GARY B. GRAVES, AP Sports Writer
LEXINGTON, Ky. (AP) — Kentucky’s talented freshmen shed a shaky regular season and then showed why the Wildcats were picked No. 1 in the preseason with an impressive run to the NCAA championship game.
After falling short in a 60-54 loss to Connecticut, the annual question is who will leave Kentucky for the NBA, including John Calipari.
The fifth-year Kentucky coach is used to inquiries, but former Kentucky player Rex Chapman turned up the heat Monday by tweeting that Calipari coaching the Los Angeles Lakers was a “done deal.” While Calipari said later that he was happy with the Wildcats and planned to be back at Kentucky, he didn’t completely dismiss the scenario.
It wouldn’t be a surprise if Kentucky (29-11) loses forward Julius Randle. Several of his young teammates also are going to mull over their pro prospects.
But the tweet by Chapman, a former Wildcat, shifted some of the scrutiny toward Calipari, whose name frequently pops up about NBA jobs. He has laughed off many of them, but the newest seemed to strike a nerve.
Calipari didn’t address the NBA issue during Tuesday’s brief celebration before 3,500 at Rupp Arena in which the runner-up banner hung from the rafters. But he responded to Chapman’s initial comment after the game by saying, “The Lakers have a basketball coach. Kentucky has a basketball coach. I got the best job in the country. I’m not even going to dignify that stuff.”
Chapman’s tweet came just before the Wildcats faced the Huskies in pursuit of their ninth national title, and some Kentucky fans blamed him Tuesday on radio talk shows for creating a distraction. Chapman backtracked on his comment Tuesday, saying in a radio interview that he believed Calipari would stay at Kentucky.
As for the players, the question is which of Kentucky’s six high-school All-American recruits will pursue their pro dreams after raising their stock in the tournament.
Randle appears to be the biggest NBA lock after arriving with projections of being a lottery pick. He boosted his profile by averaging 15 points and 10.4 rebounds, and posting 24 double-doubles despite being double- and triple-teamed.
Kentucky’s starting backcourt might also enter the draft pool following their performances in the NCAA tournament.
Twins Aaron Harrison — whose back-to-back, game-winning 3-pointers helped put the Wildcats into the final — and Andrew have been listed on some draft boards as first- or second-round picks. James Young is another possibility because of his outside shooting; he led Kentucky with 20 points against UConn.

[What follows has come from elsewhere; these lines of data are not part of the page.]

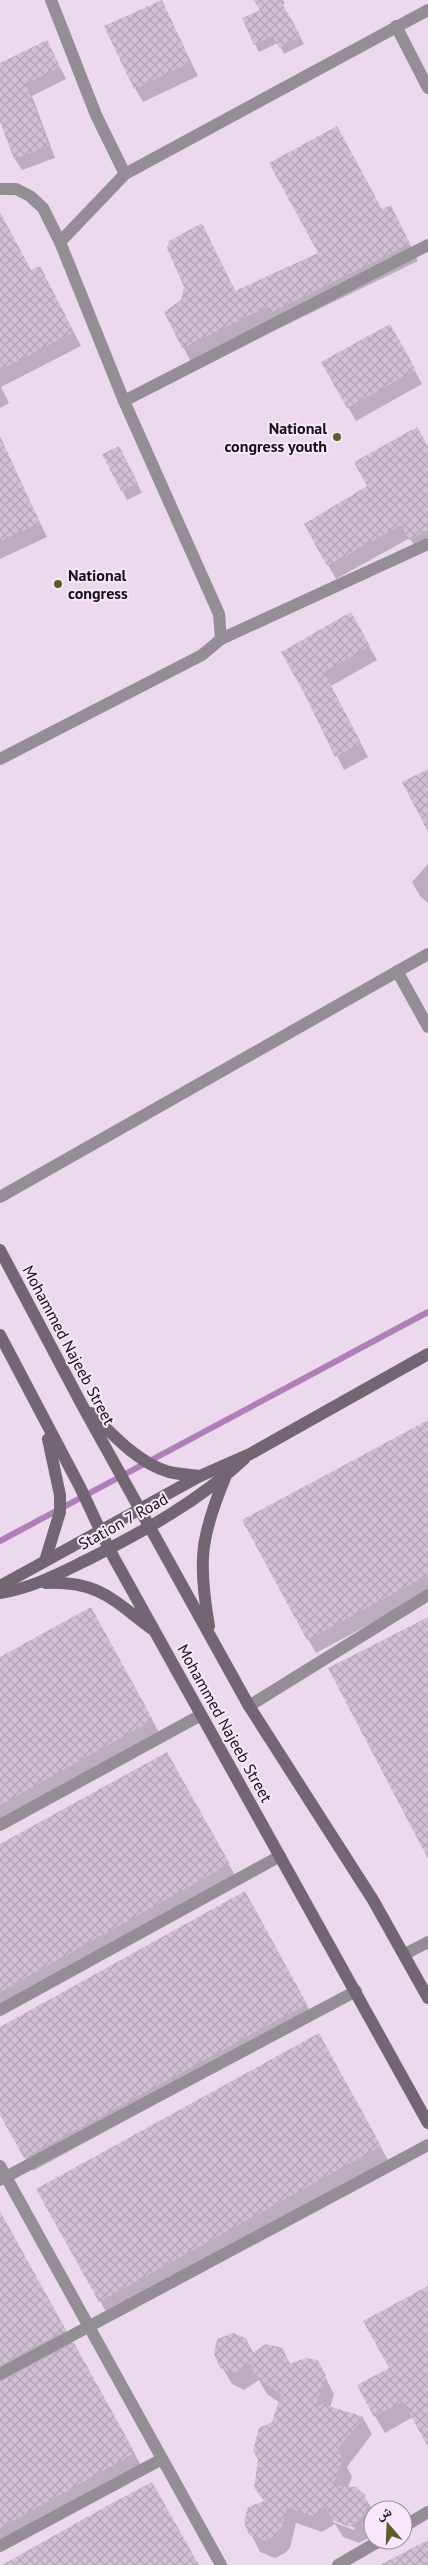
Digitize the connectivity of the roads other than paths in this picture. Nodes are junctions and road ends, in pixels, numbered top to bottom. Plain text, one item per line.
1 (51, 0) edge
2 (428, 10) edge
3 (396, 26) junction
4 (428, 88) edge
5 (125, 174) junction
6 (0, 188) edge
7 (60, 242) junction
8 (428, 245) edge
9 (124, 401) junction
10 (428, 544) edge
11 (221, 639) junction
12 (0, 759) edge
13 (428, 954) edge
14 (397, 971) junction
15 (428, 1028) edge
16 (0, 1197) edge
17 (0, 1250) edge
18 (0, 1335) edge
19 (428, 1354) edge
20 (82, 1405) junction
21 (44, 1422) junction
22 (250, 1454) junction
23 (200, 1476) junction
24 (226, 1476) junction
25 (140, 1509) junction
26 (149, 1526) junction
27 (100, 1532) junction
28 (109, 1549) junction
29 (45, 1561) junction
30 (41, 1583) junction
31 (0, 1586) edge
32 (0, 1593) edge
33 (428, 1595) edge
34 (157, 1633) junction
35 (211, 1636) junction
36 (249, 1706) junction
37 (201, 1715) junction
38 (0, 1825) edge
39 (280, 1856) junction
40 (428, 1942) edge
41 (404, 1954) junction
42 (356, 1991) junction
43 (428, 1998) edge
44 (0, 2010) edge
45 (428, 2123) edge
46 (428, 2145) edge
47 (2, 2174) edge
48 (89, 2327) junction
49 (0, 2374) edge
50 (162, 2459) junction
51 (428, 2512) edge
52 (413, 2521) edge
53 (0, 2546) edge
54 (364, 2550) edge
55 (220, 2565) edge
56 (338, 2565) edge

1 - 5 street
2 - 3 street
3 - 4 street
3 - 5 street
5 - 7 street
6 - 7 street
7 - 9 street
8 - 9 street
9 - 11 street
10 - 11 street
11 - 12 street
13 - 14 street
14 - 15 street
14 - 16 street
17 - 20 main road, Mohammed Najeeb Street
18 - 21 main road, Mohammed Najeeb Street
19 - 22 main road, Station 7 Road
20 - 23 main road
20 - 25 main road, Mohammed Najeeb Street
21 - 27 main road, Mohammed Najeeb Street
21 - 29 main road
22 - 23 main road, Station 7 Road
22 - 24 main road, Station 7 Road
23 - 25 main road, Station 7 Road
24 - 26 main road, Station 7 Road
24 - 35 main road
25 - 26 main road, Mohammed Najeeb Street
25 - 27 main road, Station 7 Road
26 - 28 main road, Station 7 Road
26 - 35 main road, Mohammed Najeeb Street
27 - 28 main road, Mohammed Najeeb Street
27 - 29 main road, Station 7 Road
28 - 30 main road, Station 7 Road
28 - 34 main road, Mohammed Najeeb Street
29 - 31 main road, Station 7 Road
30 - 32 main road, Station 7 Road
30 - 34 main road
33 - 36 street
34 - 37 main road, Mohammed Najeeb Street
35 - 36 main road, Mohammed Najeeb Street
36 - 41 main road, Mohammed Najeeb Street
37 - 38 street
37 - 39 main road, Mohammed Najeeb Street
39 - 42 main road, Mohammed Najeeb Street
39 - 44 street
40 - 41 street
41 - 43 main road, Mohammed Najeeb Street
42 - 45 main road, Mohammed Najeeb Street
42 - 47 street
46 - 48 street
47 - 48 street
48 - 49 street
48 - 50 street
50 - 53 street
50 - 55 street
51 - 52 street
54 - 56 street

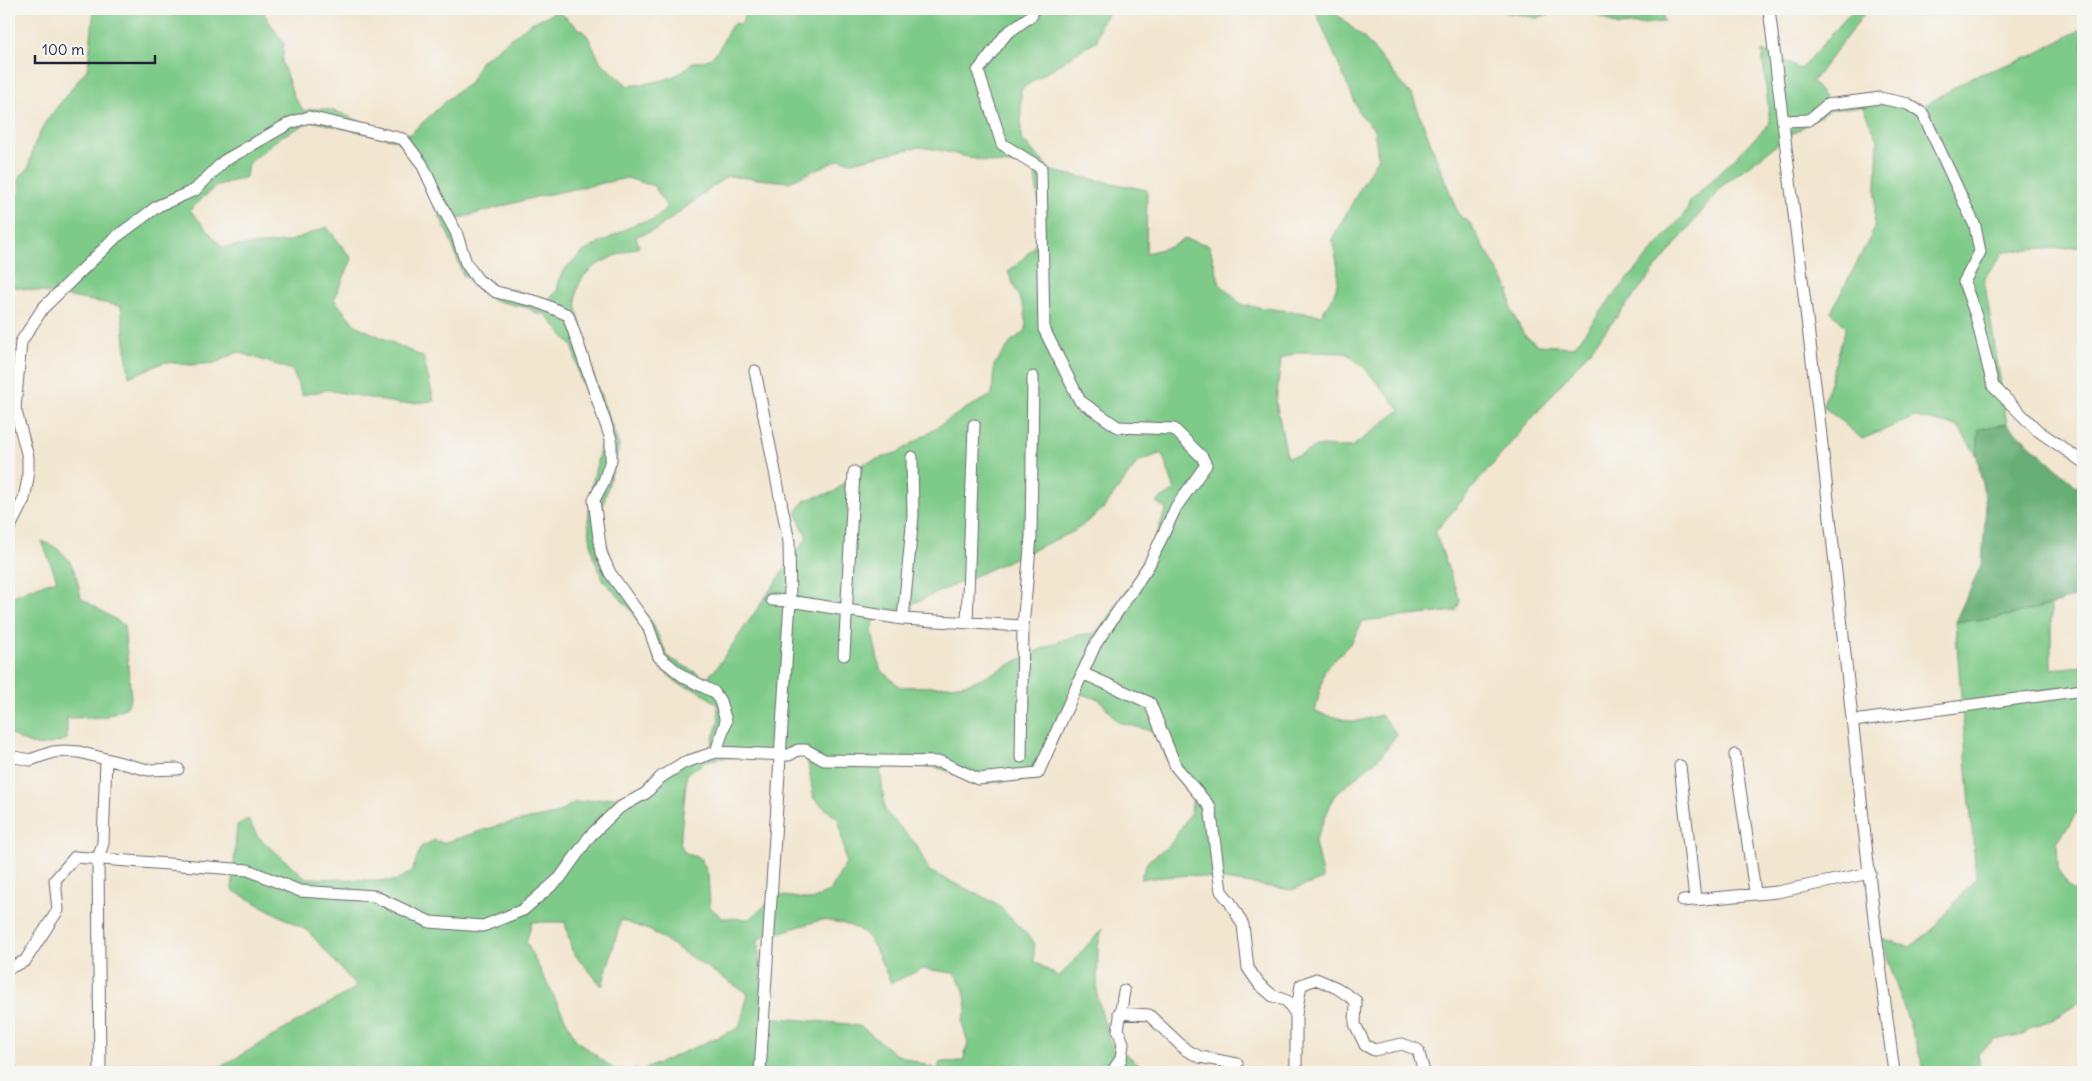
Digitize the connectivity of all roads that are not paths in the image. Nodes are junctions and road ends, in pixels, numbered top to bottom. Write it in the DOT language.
graph roads {
  1 [pos="1032,9"];
  2 [pos="1770,9"];
  3 [pos="1783,121"];
  4 [pos="755,371"];
  5 [pos="1033,377"];
  6 [pos="974,425"];
  7 [pos="912,457"];
  8 [pos="2083,462"];
  9 [pos="854,472"];
  10 [pos="9,528"];
  11 [pos="772,600"];
  12 [pos="790,601"];
  13 [pos="846,610"];
  14 [pos="903,619"];
  15 [pos="966,623"];
  16 [pos="1023,626"];
  17 [pos="844,655"];
  18 [pos="1082,673"];
  19 [pos="2083,690"];
  20 [pos="1852,721"];
  21 [pos="716,752"];
  22 [pos="781,754"];
  23 [pos="1735,755"];
  24 [pos="1021,757"];
  25 [pos="9,759"];
  26 [pos="106,760"];
  27 [pos="1680,766"];
  28 [pos="178,769"];
  29 [pos="98,859"];
  30 [pos="1870,874"];
  31 [pos="1755,892"];
  32 [pos="9,968"];
  33 [pos="1124,991"];
  34 [pos="1119,1013"];
  35 [pos="1296,1014"];
  36 [pos="1237,1064"];
  37 [pos="100,1072"];
  38 [pos="760,1072"];
  39 [pos="1112,1072"];
  40 [pos="1296,1072"];
  41 [pos="1424,1072"];
  42 [pos="1894,1072"];
  1 -- 18 [label="street"];
  2 -- 3 [label="street"];
  3 -- 8 [label="street"];
  3 -- 20 [label="street"];
  4 -- 12 [label="street"];
  5 -- 16 [label="street"];
  6 -- 15 [label="street"];
  7 -- 14 [label="street"];
  9 -- 13 [label="street"];
  10 -- 21 [label="street"];
  11 -- 12 [label="street"];
  12 -- 13 [label="street"];
  12 -- 22 [label="street"];
  13 -- 14 [label="street"];
  13 -- 17 [label="street"];
  14 -- 15 [label="street"];
  15 -- 16 [label="street"];
  16 -- 24 [label="street"];
  18 -- 22 [label="street"];
  18 -- 35 [label="street"];
  19 -- 20 [label="street"];
  20 -- 30 [label="street"];
  21 -- 22 [label="street"];
  21 -- 29 [label="street"];
  22 -- 38 [label="street"];
  23 -- 31 [label="street"];
  25 -- 26 [label="street"];
  26 -- 28 [label="street"];
  26 -- 29 [label="street"];
  27 -- 31 [label="street"];
  29 -- 32 [label="street"];
  29 -- 37 [label="street"];
  30 -- 31 [label="street"];
  30 -- 42 [label="street"];
  33 -- 34 [label="street"];
  34 -- 36 [label="street"];
  34 -- 39 [label="street"];
  35 -- 40 [label="street"];
  35 -- 41 [label="street"];
}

Sophomore seven-footer Willie Cauley-Stein — who was sidelined for the final three games by an ankle injury — and forward Alex Poythress are also considered prospects. Freshmen post players Dakari Johnson and Marcus Lee are expected back.
With all of his players, Calipari said he will discuss their futures soon enough.
“Now that the season’s over, it is about the players,” the coach said. “They sacrificed. They surrendered to each other now, for our team and our program and our school.
“We’ll sit down with each of them and they will make decisions for themselves.”
Whatever the Wildcats decide, they can look back on an intriguing season in which they began No. 1 with projections of even going unbeaten before enduring a series of growing pains. In fact, a stretch-run swoon had knocked Kentucky out of the Top 25 just before the Southeastern Conference tournament, when the light went on and it began chasing a lofty goal of winning a second title in three years.
After a one-point loss to eventual NCAA tournament top seed Florida in the SEC championship, the Wildcats caught fire in the tournament behind Aaron Harrison’s clutch NBA-range 3-pointers that beat defending champion Louisville, Michigan and Wisconsin.
Ill-timed turnovers and 11 missed free throws ultimately cost Kentucky against UConn, but the Wildcats took solace in maturing enough to get to a place that seemed unlikely a month ago. It remains to be seen whether players or Calipari stick around for another shot with another highly regarded group of recruits, but they’re happy to have at least fulfilled some of those expectations.
“We have been through a lot this season,” Randle said afterward. “How we kept fighting and were able to make this run just says a lot about our guys. I just that it ended like this.”